* [PROBLEM TO WORK ON]
In the records below, find the line that contains "thumb cmc: (143, 224)" and the line that contains "pinky pip: (160, 170)". Set down exactly those lines and every line between them, and nothing more.

[DATASET — start]

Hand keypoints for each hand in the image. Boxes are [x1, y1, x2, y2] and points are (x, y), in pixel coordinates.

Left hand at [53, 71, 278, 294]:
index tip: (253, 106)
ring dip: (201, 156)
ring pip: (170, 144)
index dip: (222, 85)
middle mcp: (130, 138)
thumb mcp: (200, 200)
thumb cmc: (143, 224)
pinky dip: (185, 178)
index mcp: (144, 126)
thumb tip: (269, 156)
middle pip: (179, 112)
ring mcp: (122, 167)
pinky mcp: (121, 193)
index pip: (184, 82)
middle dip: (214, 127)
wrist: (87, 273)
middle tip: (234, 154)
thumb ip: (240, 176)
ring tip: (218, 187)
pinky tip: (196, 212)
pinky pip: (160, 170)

[DATASET — finish]
[DATASET — start]

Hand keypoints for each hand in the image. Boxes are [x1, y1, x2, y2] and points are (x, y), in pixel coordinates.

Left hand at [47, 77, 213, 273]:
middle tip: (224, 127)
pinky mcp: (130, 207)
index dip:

[DATASET — finish]

* [ANSWER AREA]
thumb cmc: (143, 224)
pinky dip: (185, 178)
index mcp: (144, 126)
thumb tip: (269, 156)
middle pip: (179, 112)
ring mcp: (122, 167)
pinky mcp: (121, 193)
index pip: (184, 82)
middle dip: (214, 127)
wrist: (87, 273)
middle tip: (234, 154)
thumb ip: (240, 176)
ring tip: (218, 187)
pinky tip: (196, 212)
pinky pip: (160, 170)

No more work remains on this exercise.